"Untuk tindak pidana oplos pupuk, polisi menerapkan Pasal 106, Pasal 107, Pasal 110 UU No 7 Tahun 2014 tentang Perdagangan sebagaimana telah diubah dengan UU No 6 Tahun 2023 tentang Penetapan Peraturan Pemerintah Pengganti UU No 2 Tahun 2022 tentang Cipta Kerja Menjadi Undang-Undang," tutur Kabid Humas.
Berdasarkan pasal itu, kata Kombes Jules, pelaku diancam pidana 5 Tahun atau denda Rp50 miliar. Kemudian, polisi juga menjerat pelaku dengan Pasal 6 Ayat 1 Huruf B Jo Pasal 1 Ke 3e UU Darurat No 7 Tahun 1955 tentang Pengusutan, Penuntut Dan Peradilan Tindak Pidana Ekonomi. Pelaku diancam pidana 6 bulan penjara atau denda paling banyak Rp50.000.

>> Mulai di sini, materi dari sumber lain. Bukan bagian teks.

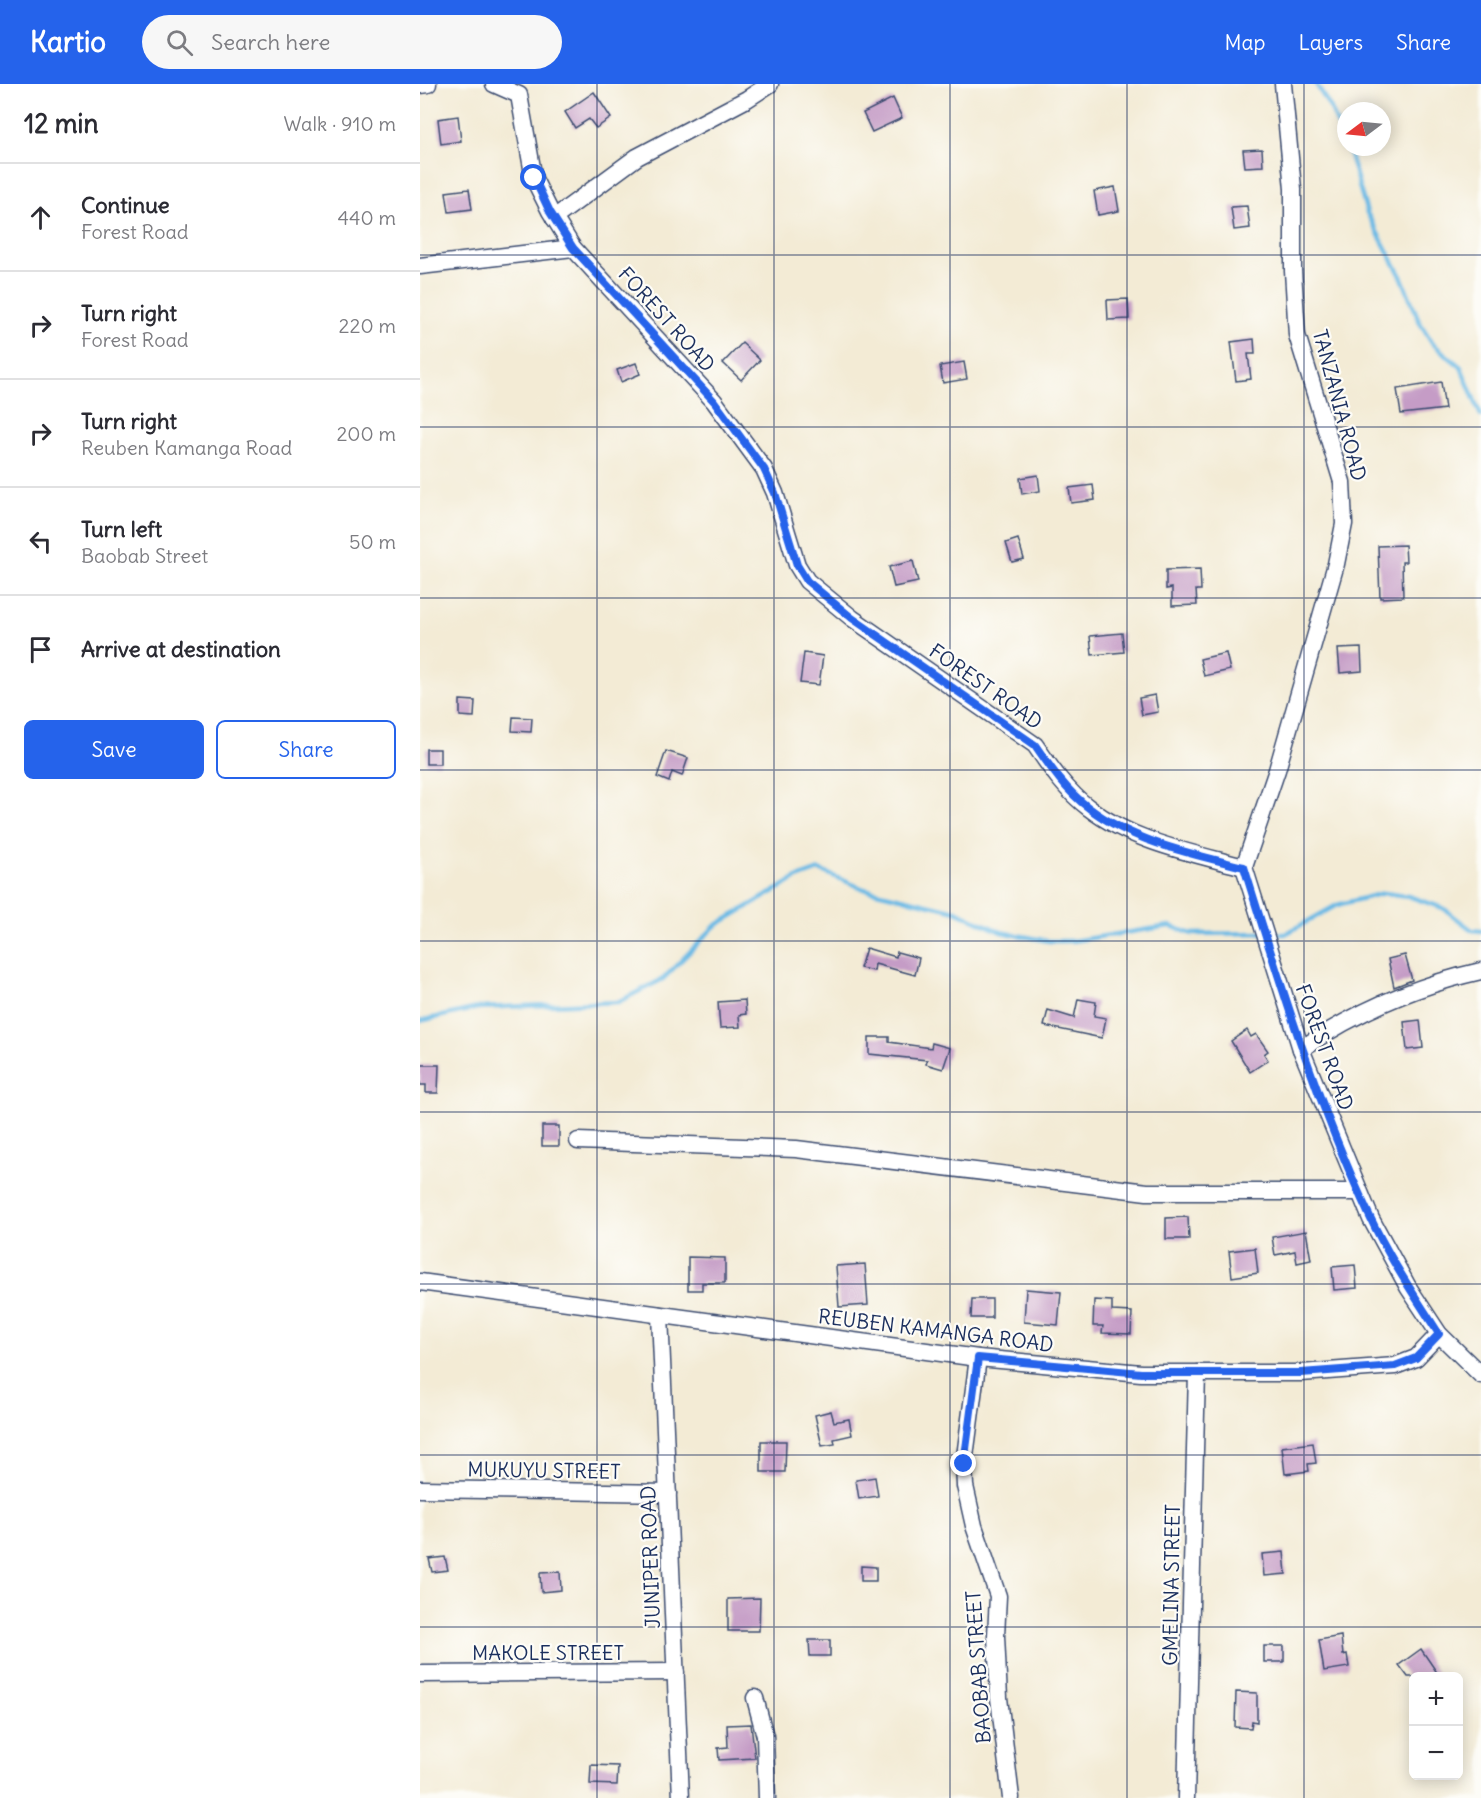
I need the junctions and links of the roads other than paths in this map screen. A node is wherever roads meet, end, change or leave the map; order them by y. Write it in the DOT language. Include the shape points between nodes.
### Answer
graph roads {
  1 [pos="428,84"];
  2 [pos="494,84"];
  3 [pos="770,84"];
  4 [pos="1283,84"];
  5 [pos="420,85"];
  6 [pos="554,218"];
  7 [pos="573,248"];
  8 [pos="420,266"];
  9 [pos="1244,867"];
  10 [pos="1481,971"];
  11 [pos="1301,1049"];
  12 [pos="578,1141"];
  13 [pos="1359,1192"];
  14 [pos="420,1281"];
  15 [pos="660,1315"];
  16 [pos="1439,1334"];
  17 [pos="978,1358"];
  18 [pos="1197,1373"];
  19 [pos="1481,1375"];
  20 [pos="420,1488"];
  21 [pos="668,1493"];
  22 [pos="676,1672"];
  23 [pos="420,1674"];
  24 [pos="755,1698"];
  25 [pos="681,1798"];
  26 [pos="767,1798"];
  27 [pos="1011,1798"];
  28 [pos="1186,1798"];
  1 -- 5 [label="street"];
  2 -- 6 [label="street, FOREST ROAD" via="519,95 534,178"];
  3 -- 6 [label="street" via="637,157"];
  4 -- 9 [label="street, TANZANIA ROAD" via="1293,189 1297,335 1342,482 1344,524 1277,770"];
  6 -- 7 [label="street, FOREST ROAD"];
  7 -- 8 [label="street"];
  7 -- 9 [label="street, FOREST ROAD" via="714,401 764,469 797,565 816,589 1035,745 1054,772 1089,808 1169,848"];
  9 -- 11 [label="street, FOREST ROAD"];
  10 -- 11 [label="street" via="1439,981 1388,1001 1342,1022"];
  11 -- 13 [label="street, FOREST ROAD"];
  12 -- 13 [label="street" via="795,1149 1147,1192"];
  13 -- 16 [label="street, FOREST ROAD" via="1408,1287"];
  14 -- 15 [label="street, REUBEN KAMANGA ROAD"];
  15 -- 17 [label="street, REUBEN KAMANGA ROAD"];
  15 -- 21 [label="street, JUNIPER ROAD"];
  16 -- 18 [label="street, REUBEN KAMANGA ROAD" via="1416,1358 1395,1366 1301,1373"];
  16 -- 19 [label="street, FOREST ROAD"];
  17 -- 18 [label="street, REUBEN KAMANGA ROAD" via="1141,1373"];
  17 -- 27 [label="street, BAOBAB STREET" via="964,1464 965,1486 998,1596 999,1698"];
  18 -- 28 [label="street, GMELINA STREET"];
  20 -- 21 [label="street, MUKUYU STREET"];
  21 -- 22 [label="street, JUNIPER ROAD"];
  22 -- 23 [label="street, MAKOLE STREET"];
  22 -- 25 [label="street, JUNIPER ROAD"];
  24 -- 26 [label="street" via="765,1736"];
}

Pelaku pengoplos pupuk, dijerat Pasal 34 (3) Permendag No 4 Tahun 2023 Tentang Pengadaan dan Penyaluran Pupuk Bersubsidi Untuk Sektor Pertanian; Pasal 2 (3) Permentan No 1 Tahun 2024 tentang Perubahan Atas Peraturan Menteri Pertanian Nomor 10 Tahun 2022 tentang Tata Cara Penetapan Alokasi Dan Harga Eceran Tertinggi Pupuk Bersubsidi Sektor Pertanian; Pasal 2 (6) huruf b Perpres No 59 Tahun 2020 tentang Perubahan Atas Perpres No 71 Tahun 2015 tentang Penetapan Dan Penyimpanan Barang Kebutuhan Pokok Dan Barang Penting dan Pasal 110 Jo Pasal 36 Undang-undang RI No. 7 Tahun 2014 tentang Perdagangan. Pelaku diancam pidana 5 tahun penjara atau denda paling banyak Rp5 miliar.
Untuk tindak pidana migas, polisi menerapkan Pasal 55 Undang-Undang Nomor 22 tahun 2001 tentang Minyak dan Gas Bumi sebagaimana telah diubah dalam Pasal 40 Angka 9 Undang-Undang R.I. Nomor 6 tahun 2023 tentang Penetapan Peraturan Pemerintah Pengganti Undang-Undang Nomor 2 Tahun 2022 tentang Cipta Kerja menjadi Undang-Undang.
Pelaku menyalahgunakan pengangkutan dan/atau niaga bahan bakar minyak, bahan bakar gas, dan/atau Liquefied Petroleum Gas (LPG) yang disubsidi pemerintah.
"Berdasarkan peraturan itu, pelaku diancam pidana 6 tahun penjara atau denda Rp60 miliar," ucap Kombes Jules.